Приключения философа Хомы Брута сразу захватили его. Посмеиваясь про себя, он прочел, как волосатая ведьма оседлала бурсака и, погоняя помелом, помчалась на нем по ночным росистым полям-лугам. Поначалу Ратмир не связывал прочитанного с маленьким Святополком, лежащим в соседней комнате, но, когда дошел до того момента, как Хома стал в церкви читать у гроба прекрасной панночки молитвы, липкий ползучий страх стал подбираться к нему. То и дело, отрываясь от книжки, Ратмир кидал быстрые настороженные взгляды на полураскрытую дверь. Краешек гроба с белой кружевной накидкой, свисающей в ногах покойника, магнитом притягивал его. Хотелось встать и закрыть дверь, но он не решился вылезти из-под одеяла. Это было свыше его сил. Даже шевелиться не хотелось, поворачивать голову.

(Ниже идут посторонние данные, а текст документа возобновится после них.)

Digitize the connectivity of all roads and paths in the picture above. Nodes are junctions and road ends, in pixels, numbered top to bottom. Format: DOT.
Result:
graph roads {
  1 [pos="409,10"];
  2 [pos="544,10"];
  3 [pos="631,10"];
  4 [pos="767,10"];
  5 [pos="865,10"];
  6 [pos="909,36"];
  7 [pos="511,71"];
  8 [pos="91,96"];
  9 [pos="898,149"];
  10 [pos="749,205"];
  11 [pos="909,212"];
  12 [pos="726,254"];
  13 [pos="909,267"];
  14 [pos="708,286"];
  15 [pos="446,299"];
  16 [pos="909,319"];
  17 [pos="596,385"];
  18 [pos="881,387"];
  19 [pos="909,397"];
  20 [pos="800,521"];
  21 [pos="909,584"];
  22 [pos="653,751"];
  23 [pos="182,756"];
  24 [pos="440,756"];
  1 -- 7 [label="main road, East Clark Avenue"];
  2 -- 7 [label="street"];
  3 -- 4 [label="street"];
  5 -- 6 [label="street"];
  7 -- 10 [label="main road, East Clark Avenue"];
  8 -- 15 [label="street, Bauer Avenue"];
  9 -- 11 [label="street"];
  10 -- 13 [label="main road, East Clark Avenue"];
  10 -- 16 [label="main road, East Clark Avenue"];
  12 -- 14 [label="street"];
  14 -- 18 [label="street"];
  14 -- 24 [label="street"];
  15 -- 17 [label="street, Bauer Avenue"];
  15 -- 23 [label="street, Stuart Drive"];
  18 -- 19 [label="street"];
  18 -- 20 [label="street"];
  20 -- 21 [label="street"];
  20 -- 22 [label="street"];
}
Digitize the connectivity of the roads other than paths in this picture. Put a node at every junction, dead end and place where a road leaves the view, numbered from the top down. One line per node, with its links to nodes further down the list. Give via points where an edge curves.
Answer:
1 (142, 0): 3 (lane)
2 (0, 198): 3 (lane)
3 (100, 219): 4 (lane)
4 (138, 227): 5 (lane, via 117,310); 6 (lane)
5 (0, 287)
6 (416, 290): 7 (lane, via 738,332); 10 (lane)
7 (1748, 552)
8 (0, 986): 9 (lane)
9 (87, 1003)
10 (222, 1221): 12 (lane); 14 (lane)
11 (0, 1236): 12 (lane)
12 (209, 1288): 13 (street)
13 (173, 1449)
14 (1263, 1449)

«Подымите мне веки: не вижу!» Эту фразу произнес страшное чудовище Вий. И когда он увидел дрожащего от страха Хому и ткнул в него железным перстом, вся нечисть, прилетевшая в церковь, бросилась на бедного бурсака…
Дальше Ратмир не мог читать, ужас стал охватывать его. Округлившиеся глаза не отрывались от гроба. И ему вдруг показалось, что кружевное покрывало шевельнулось, голова Святополка в чепце дернулась, глаза раскрылись, а сам гроб пополз к краю стола… Он понимал, что все это чепуха, гроб не может сдвинуться с места и тем более летать под потолком, как летала в гробе своем в старой церкви панночка-ведьма. Понимал, но ничего не мог с собой поделать. Где-то в глубине сознания билась спасительная мысль, что сейчас раздастся стук и придут родители, но было тихо. Так тихо, что он услышал тоненький звон в ушах и жужжание бьющейся под абажуром ночной бабочки.